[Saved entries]
--
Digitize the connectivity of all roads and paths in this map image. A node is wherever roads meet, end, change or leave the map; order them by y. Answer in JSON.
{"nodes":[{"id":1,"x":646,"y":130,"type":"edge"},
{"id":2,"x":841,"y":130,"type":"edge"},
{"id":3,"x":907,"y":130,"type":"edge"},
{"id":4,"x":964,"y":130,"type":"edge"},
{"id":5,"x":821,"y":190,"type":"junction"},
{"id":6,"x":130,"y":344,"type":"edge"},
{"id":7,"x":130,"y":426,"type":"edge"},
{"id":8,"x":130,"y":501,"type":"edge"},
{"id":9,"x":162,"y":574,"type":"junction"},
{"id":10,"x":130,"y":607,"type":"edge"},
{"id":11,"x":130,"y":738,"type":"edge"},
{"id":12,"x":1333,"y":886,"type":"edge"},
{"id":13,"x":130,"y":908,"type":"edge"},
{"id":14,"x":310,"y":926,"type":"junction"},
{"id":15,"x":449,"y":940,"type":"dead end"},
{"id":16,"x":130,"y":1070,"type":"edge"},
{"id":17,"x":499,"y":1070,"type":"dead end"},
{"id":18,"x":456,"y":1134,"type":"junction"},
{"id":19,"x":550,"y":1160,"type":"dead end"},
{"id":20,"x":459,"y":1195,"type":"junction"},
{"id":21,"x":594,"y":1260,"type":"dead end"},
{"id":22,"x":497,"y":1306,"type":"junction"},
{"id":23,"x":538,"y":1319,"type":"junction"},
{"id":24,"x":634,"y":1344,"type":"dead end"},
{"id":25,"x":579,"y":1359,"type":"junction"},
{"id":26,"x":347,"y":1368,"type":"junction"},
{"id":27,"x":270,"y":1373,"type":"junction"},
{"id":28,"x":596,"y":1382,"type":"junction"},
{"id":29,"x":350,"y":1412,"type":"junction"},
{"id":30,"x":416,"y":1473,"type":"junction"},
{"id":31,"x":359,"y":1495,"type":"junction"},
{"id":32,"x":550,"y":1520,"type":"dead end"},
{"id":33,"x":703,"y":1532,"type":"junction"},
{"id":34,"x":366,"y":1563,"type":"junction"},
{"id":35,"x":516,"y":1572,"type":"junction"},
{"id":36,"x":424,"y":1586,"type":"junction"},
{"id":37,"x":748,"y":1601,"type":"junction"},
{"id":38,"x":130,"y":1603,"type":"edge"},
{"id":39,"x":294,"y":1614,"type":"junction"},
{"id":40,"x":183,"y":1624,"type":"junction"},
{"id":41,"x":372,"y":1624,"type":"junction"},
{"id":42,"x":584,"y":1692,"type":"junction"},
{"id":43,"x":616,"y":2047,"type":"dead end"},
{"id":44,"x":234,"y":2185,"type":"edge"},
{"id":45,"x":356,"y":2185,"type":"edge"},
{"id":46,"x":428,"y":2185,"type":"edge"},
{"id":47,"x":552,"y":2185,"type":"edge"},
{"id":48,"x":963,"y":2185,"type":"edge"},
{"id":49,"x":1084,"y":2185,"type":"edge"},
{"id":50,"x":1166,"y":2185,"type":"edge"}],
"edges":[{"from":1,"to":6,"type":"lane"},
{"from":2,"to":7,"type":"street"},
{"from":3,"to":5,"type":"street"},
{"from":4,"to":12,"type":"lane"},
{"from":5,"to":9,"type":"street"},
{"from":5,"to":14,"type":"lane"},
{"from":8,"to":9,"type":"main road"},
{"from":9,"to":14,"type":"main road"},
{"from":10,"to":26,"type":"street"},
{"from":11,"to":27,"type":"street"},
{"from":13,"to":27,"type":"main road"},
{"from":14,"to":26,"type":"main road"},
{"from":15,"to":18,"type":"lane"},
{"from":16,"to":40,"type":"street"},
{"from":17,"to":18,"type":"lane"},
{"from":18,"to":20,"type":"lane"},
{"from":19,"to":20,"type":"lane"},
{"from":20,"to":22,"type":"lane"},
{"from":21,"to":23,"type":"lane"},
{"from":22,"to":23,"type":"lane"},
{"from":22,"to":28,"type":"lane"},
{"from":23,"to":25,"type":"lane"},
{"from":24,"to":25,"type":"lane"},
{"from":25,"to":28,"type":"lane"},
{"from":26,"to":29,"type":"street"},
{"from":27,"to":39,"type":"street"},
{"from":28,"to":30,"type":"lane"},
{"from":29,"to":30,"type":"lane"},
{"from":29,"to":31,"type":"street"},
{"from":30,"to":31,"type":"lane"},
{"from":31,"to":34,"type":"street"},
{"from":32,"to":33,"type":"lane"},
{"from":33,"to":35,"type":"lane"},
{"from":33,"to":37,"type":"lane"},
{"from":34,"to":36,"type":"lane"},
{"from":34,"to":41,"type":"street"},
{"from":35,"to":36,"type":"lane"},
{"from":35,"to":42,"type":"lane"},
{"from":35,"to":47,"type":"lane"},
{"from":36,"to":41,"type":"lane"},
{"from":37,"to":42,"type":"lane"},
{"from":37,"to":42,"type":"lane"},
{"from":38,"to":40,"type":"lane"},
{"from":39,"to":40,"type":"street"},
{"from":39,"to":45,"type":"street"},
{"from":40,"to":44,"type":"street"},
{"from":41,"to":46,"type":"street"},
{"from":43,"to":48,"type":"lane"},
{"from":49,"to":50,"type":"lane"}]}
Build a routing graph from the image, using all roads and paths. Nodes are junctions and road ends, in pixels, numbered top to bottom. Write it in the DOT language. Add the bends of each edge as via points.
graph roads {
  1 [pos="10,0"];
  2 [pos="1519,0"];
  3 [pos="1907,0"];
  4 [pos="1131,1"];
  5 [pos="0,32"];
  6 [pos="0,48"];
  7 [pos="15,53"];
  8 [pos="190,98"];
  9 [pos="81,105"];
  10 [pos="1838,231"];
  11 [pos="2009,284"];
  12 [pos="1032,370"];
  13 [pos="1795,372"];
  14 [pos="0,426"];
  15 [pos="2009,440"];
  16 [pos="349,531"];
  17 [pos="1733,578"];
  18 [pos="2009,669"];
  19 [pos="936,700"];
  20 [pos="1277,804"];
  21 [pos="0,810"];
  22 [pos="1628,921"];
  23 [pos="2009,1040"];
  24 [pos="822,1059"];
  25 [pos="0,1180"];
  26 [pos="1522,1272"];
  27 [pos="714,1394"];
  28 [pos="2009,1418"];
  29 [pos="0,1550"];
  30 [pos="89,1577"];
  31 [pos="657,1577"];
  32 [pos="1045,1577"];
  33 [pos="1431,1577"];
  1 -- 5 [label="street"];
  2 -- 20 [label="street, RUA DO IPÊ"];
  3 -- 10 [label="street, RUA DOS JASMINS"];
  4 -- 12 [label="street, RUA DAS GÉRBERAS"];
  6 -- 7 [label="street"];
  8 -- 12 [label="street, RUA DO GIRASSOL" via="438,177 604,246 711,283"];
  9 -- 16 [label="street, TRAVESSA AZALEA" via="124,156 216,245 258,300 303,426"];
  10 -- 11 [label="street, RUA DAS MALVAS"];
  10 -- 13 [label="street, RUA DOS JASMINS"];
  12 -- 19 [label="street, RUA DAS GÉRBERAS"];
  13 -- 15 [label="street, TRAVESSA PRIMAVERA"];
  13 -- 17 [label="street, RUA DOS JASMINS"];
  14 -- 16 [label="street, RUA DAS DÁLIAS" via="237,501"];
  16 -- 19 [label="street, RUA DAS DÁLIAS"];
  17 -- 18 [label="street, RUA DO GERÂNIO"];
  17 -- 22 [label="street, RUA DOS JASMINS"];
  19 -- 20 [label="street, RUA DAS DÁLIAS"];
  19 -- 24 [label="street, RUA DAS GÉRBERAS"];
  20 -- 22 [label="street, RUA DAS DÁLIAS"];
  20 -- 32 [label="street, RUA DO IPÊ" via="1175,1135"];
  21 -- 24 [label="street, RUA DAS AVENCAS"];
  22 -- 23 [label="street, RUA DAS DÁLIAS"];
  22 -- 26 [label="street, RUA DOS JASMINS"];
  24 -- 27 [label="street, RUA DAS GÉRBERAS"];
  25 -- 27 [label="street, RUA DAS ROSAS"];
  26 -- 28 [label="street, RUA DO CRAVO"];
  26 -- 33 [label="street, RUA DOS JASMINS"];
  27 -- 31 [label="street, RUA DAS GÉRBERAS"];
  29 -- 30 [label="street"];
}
--
• [WHAT THE TASK ASKS] Search the data for the string "dead". List each line that has it.

• [TASK OUTPUT]
{"id":15,"x":449,"y":940,"type":"dead end"},
{"id":17,"x":499,"y":1070,"type":"dead end"},
{"id":19,"x":550,"y":1160,"type":"dead end"},
{"id":21,"x":594,"y":1260,"type":"dead end"},
{"id":24,"x":634,"y":1344,"type":"dead end"},
{"id":32,"x":550,"y":1520,"type":"dead end"},
{"id":43,"x":616,"y":2047,"type":"dead end"},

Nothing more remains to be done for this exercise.